The governor pushes millions toward needless stadiums and amphitheaters, instead of making education a priority.

Just one of the many maddening things about the ongoing drama over which corner of Onondaga County will be showered with Gov. Andrew Cuomo’s benevolence is the very notion that the governor is the one doing the giving. We should remember that the chief executive is not giving us anything: It’s our tax money, bonded money or both that has been in play all along, whether we are talking about a stadium at Kennedy Square or an amphitheater along the western shore of Onondaga Lake.

By the time you read this, we will all know which project the governor has so kindly deigned to support with state money, but all along it has been clear that he will pick what he feels we need, not what we as a community has decided is in our best interest.

Central New Yorkers have on more than one occasion been asked what we need to bolster our economy and strengthen our community. As the 21st century approached, Syracusans gathered at a series of visioning sessions sponsored by FOCUS Greater Syracuse. Thousands of people talked about and prioritized their goals for their community in the new millennium. There were 87 goals discussed. Eighty-seven!

Spoiler alert: Nobody asked for a new stadium.

Second spoiler alert: Nobody asked for an amphitheater by the lake.

In fact, the first 10 goals offered up by FOCUS had to do with one thing: education.

In November 2013, Center State CEO, a voice of our business community, issued an ambitious Agenda for Economic Opportunity. The result of a two-year-long study, the report made note of the challenges and weaknesses facing our region in the post-industrial era. It identified opportunities for the future, most of them revolving around what they referred to as “the knowledge economy”: positioning us to take advantage of our educational institutions to attract and build high-tech companies and their well-paying jobs. It talked about exports and entrepreneurship and government streamlining and collaboration with the private sector.

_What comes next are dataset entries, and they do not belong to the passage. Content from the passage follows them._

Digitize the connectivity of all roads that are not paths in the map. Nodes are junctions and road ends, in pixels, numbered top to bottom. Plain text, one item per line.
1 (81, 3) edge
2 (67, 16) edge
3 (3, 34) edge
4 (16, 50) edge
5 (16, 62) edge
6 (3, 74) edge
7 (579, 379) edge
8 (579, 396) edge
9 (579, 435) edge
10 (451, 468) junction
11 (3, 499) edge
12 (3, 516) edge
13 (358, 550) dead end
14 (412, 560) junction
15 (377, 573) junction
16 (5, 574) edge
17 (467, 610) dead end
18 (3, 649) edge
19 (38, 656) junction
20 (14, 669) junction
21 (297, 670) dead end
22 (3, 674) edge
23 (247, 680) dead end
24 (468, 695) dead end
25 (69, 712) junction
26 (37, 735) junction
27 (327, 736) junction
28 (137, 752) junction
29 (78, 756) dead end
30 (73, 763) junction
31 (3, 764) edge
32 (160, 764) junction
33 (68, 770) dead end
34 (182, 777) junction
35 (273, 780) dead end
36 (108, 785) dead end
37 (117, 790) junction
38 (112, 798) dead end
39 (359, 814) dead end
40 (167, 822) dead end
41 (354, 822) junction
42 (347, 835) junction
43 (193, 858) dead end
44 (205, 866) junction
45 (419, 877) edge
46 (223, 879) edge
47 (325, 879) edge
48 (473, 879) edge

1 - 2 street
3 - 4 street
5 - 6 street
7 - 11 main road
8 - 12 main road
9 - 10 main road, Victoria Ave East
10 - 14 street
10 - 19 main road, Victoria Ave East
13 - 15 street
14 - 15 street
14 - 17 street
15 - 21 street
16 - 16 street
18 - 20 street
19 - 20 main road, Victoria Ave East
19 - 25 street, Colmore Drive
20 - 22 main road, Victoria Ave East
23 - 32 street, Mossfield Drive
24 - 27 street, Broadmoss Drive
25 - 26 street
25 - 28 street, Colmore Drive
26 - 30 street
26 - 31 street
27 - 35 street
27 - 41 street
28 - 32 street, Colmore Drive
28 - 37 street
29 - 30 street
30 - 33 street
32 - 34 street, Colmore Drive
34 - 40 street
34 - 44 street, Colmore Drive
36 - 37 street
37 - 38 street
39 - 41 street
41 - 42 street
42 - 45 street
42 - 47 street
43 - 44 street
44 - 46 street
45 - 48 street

No mention of a stadium downtown, nor of an amphitheater by the lake.

Six years ago, an unprecedented agreement was forged among county, city, university, school district and labor leaders who decided to accept an invitation from Say Yes to Education to offer its program of college scholarships and student supports to Syracuse on a district wide basis. This wasn’t seen as just an educational venture, but as a game-changing economic development tool that could revive our suffering schools, attract young families to our city, provide employers with a well-trained work force and reverse the population decline that depletes our spirit, strains our neighborhoods and drains our municipal tax coffers.

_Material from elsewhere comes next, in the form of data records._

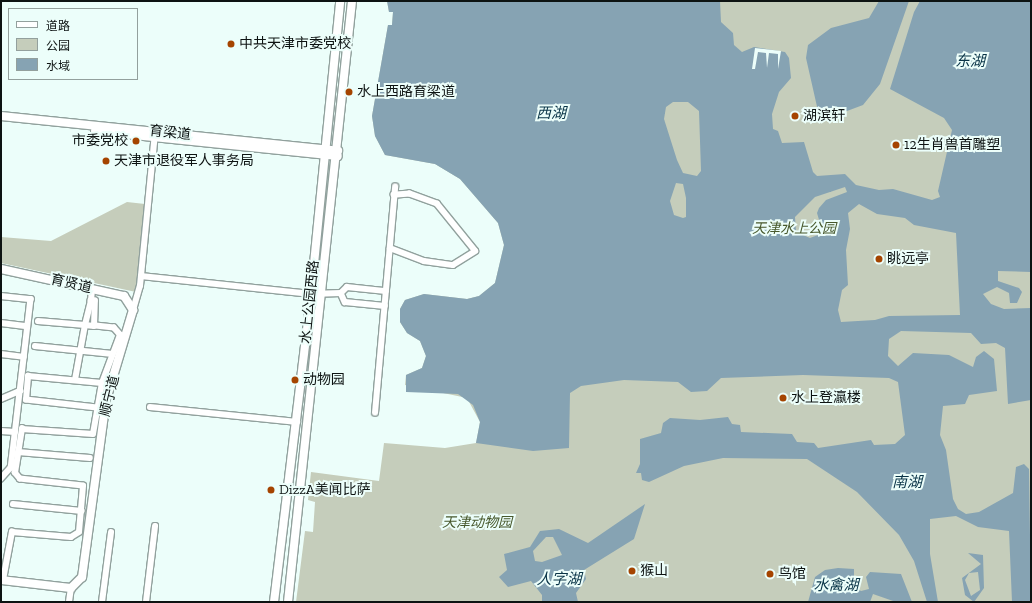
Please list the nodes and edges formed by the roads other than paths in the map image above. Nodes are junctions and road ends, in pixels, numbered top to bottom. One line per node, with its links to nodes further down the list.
1 (340, 1): 6 (main road, 水上公园西路)
2 (352, 1): 7 (main road, 水上公园西路)
3 (1, 116): 5 (main road, 育梁道)
4 (1, 122): 5 (main road)
5 (155, 135): 6 (main road, 育梁道); 12 (street, 顺宁道)
6 (325, 152): 7 (main road, 育梁道); 17 (main road, 水上公园西路)
7 (338, 154): 14 (main road, 水上公园西路)
8 (395, 187): 9 (street)
9 (394, 196): 10 (street); 10 (street)
10 (390, 248): 15 (street)
11 (1, 269): 13 (main road, 育贤道)
12 (141, 276): 17 (street); 21 (street, 顺宁道)
13 (92, 289): 19 (street); 21 (main road, 育贤道)
14 (323, 291): 16 (street); 17 (street); 56 (main road, 水上公园西路)
15 (386, 291): 16 (street); 20 (street)
16 (341, 293): 20 (street)
17 (311, 294): 39 (main road, 水上公园西路)
18 (1, 296): 25 (street)
19 (90, 301): 24 (street); 26 (street)
20 (385, 306): 38 (street)
21 (133, 310): 51 (main road, 顺宁道)
22 (38, 320): 24 (street)
23 (1, 323): 25 (street)
24 (85, 325): 26 (street); 28 (street)
25 (28, 326): 31 (street)
26 (94, 326): 30 (street)
27 (35, 346): 28 (street)
28 (80, 351): 30 (street); 32 (street)
29 (1, 354): 31 (street)
30 (113, 354): 33 (street)
31 (24, 357): 34 (street)
32 (75, 380): 33 (street); 37 (street)
33 (102, 383): 37 (street)
34 (20, 391): 35 (street); 41 (street)
35 (1, 399)
36 (150, 407): 39 (street)
37 (97, 408): 42 (street)
38 (375, 413)
39 (297, 422): 55 (main road, 水上公园西路)
40 (1, 431): 41 (street)
41 (15, 432): 44 (street)
42 (18, 452): 43 (street); 46 (street)
43 (90, 458)
44 (1, 478)
45 (13, 504): 46 (street)
46 (82, 511): 49 (street)
47 (155, 527): 54 (street)
48 (110, 533): 53 (street)
49 (4, 549): 50 (street)
50 (2, 580): 51 (main road)
51 (71, 588): 52 (street)
52 (69, 602)
53 (102, 602)
54 (146, 602)
55 (274, 602)
56 (288, 602)

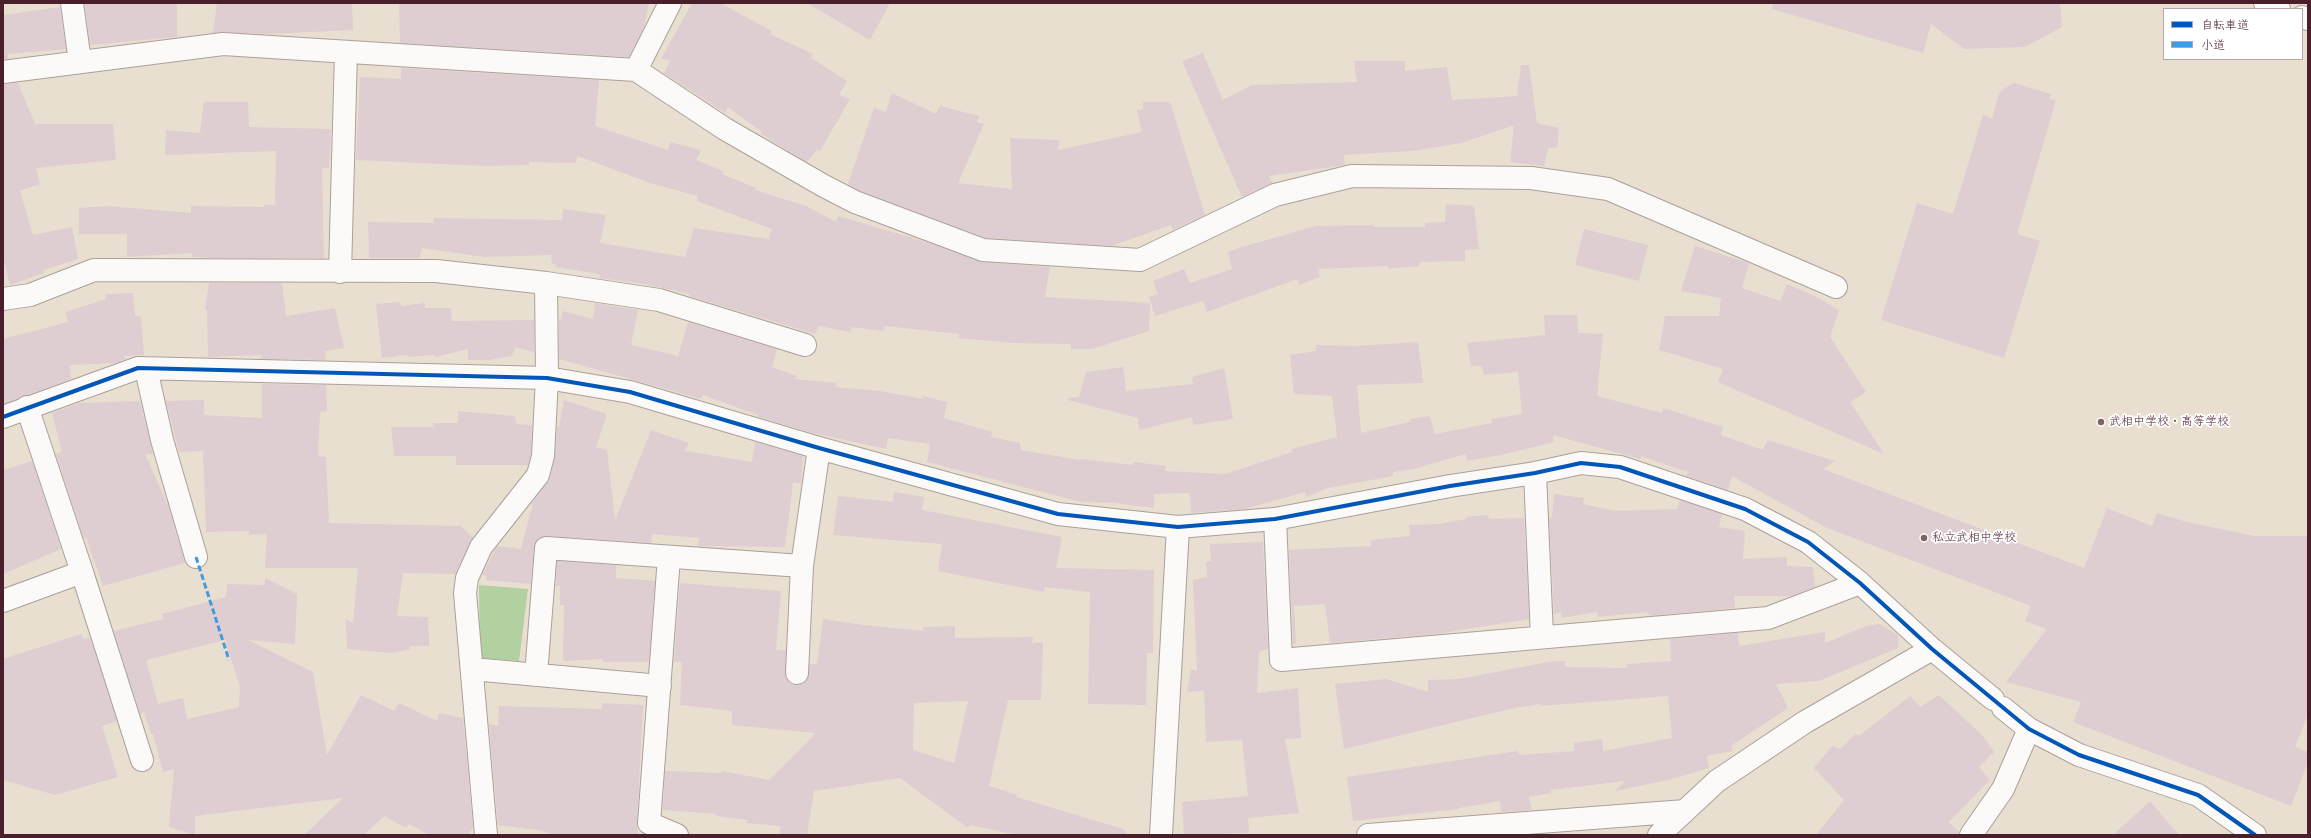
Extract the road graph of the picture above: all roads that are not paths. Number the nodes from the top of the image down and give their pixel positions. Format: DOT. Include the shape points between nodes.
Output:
graph roads {
  1 [pos="72,3"];
  2 [pos="670,3"];
  3 [pos="2265,3"];
  4 [pos="2277,8"];
  5 [pos="346,52"];
  6 [pos="80,62"];
  7 [pos="636,70"];
  8 [pos="3,72"];
  9 [pos="340,272"];
  10 [pos="546,283"];
  11 [pos="1836,287"];
  12 [pos="3,299"];
  13 [pos="805,345"];
  14 [pos="146,369"];
  15 [pos="547,378"];
  16 [pos="27,407"];
  17 [pos="3,417"];
  18 [pos="819,448"];
  19 [pos="1535,473"];
  20 [pos="1275,519"];
  21 [pos="1178,527"];
  22 [pos="196,557"];
  23 [pos="669,557"];
  24 [pos="802,566"];
  25 [pos="82,572"];
  26 [pos="1860,583"];
  27 [pos="3,601"];
  28 [pos="1542,637"];
  29 [pos="1932,649"];
  30 [pos="472,669"];
  31 [pos="797,673"];
  32 [pos="536,675"];
  33 [pos="660,686"];
  34 [pos="2029,729"];
  35 [pos="142,760"];
  36 [pos="1684,812"];
  37 [pos="486,835"];
  38 [pos="677,835"];
  39 [pos="1161,835"];
  40 [pos="1368,835"];
  41 [pos="1659,835"];
  42 [pos="1971,835"];
  43 [pos="2256,835"];
  1 -- 6 [label="street"];
  2 -- 7 [label="street"];
  3 -- 4 [label="street"];
  5 -- 6 [label="street" via="223,44"];
  5 -- 7 [label="street"];
  5 -- 9 [label="street"];
  6 -- 8 [label="street"];
  7 -- 11 [label="street" via="725,129 855,202 983,250 1140,260 1275,195 1352,176 1531,178 1608,189"];
  9 -- 10 [label="street" via="436,271"];
  9 -- 12 [label="street" via="94,270 30,295"];
  10 -- 13 [label="street" via="659,300"];
  10 -- 15 [label="street"];
  14 -- 15 [label="street"];
  14 -- 16 [label="street" via="138,368"];
  14 -- 22 [label="street" via="162,440"];
  15 -- 18 [label="street" via="630,392"];
  15 -- 30 [label="street" via="542,456 538,475 481,547 467,578 465,593"];
  16 -- 17 [label="street"];
  16 -- 25 [label="street"];
  18 -- 21 [label="street" via="1058,514"];
  18 -- 24 [label="street"];
  19 -- 20 [label="street" via="1450,486"];
  19 -- 26 [label="street" via="1581,463 1620,468 1730,504 1808,542"];
  19 -- 28 [label="street"];
  20 -- 21 [label="street"];
  20 -- 28 [label="street" via="1281,660"];
  21 -- 39 [label="street"];
  23 -- 24 [label="street"];
  23 -- 32 [label="street" via="546,548"];
  23 -- 33 [label="street"];
  24 -- 31 [label="street"];
  25 -- 27 [label="street"];
  25 -- 35 [label="street"];
  26 -- 28 [label="street" via="1768,618"];
  26 -- 29 [label="street"];
  29 -- 34 [label="street"];
  29 -- 36 [label="street" via="1805,722 1718,781"];
  30 -- 32 [label="street"];
  30 -- 37 [label="street"];
  32 -- 33 [label="street"];
  33 -- 38 [label="street" via="649,823"];
  34 -- 42 [label="street" via="2003,789"];
  34 -- 43 [label="street" via="2079,755 2198,795"];
  36 -- 40 [label="street"];
  36 -- 41 [label="street"];
}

Not once did the players involved in Say Yes indicate that they needed a downtown stadium to complete their mission. Nor did they express a longing for an amphitheater on the lake.

Does no one in Albany listen to us? Can the governor’s ears be so deafened by “Hail to the Chief” that he can’t hear what this community has been shouting for years? We have road maps and plans aplenty; what we need are partners who will listen to us, and leaders who will keep their eye on the ball (City of Syracuse Mayor Stephanie Miner seems to be the only one able to resist the siren song of the governor’s millions).

If Cuomo believes that the state can find $200 million, or $30 million, to spend in Syracuse, let him spend it where we have agreed the greatest needs lie. Based on what I’ve heard, that would be in education. It would take just about $12 million to fully fund the endowment for Say Yes scholarships in perpetuity. That would mean that every graduate of a Syracuse City School District high school who could qualify for admission to a SUNY college would have a tuition guarantee (in addition to the many who would qualify for tuition waivers at private schools). That would be money very well spent.

Instead of listening to any one of these long-standing community efforts to prioritize what we need, the governor has taken it upon himself to decide what it best for us. Sadly, local and county officials seem to think we have no alternative but to accept whatever Albany offers, for better or for worse.

Keep your stadium. Keep your amphitheater. Give us what we need to educate our children, and just watch the city they will build. When we have revived our city and our schools according to our own designs, we’ll build our own damned stadium, thank you very much.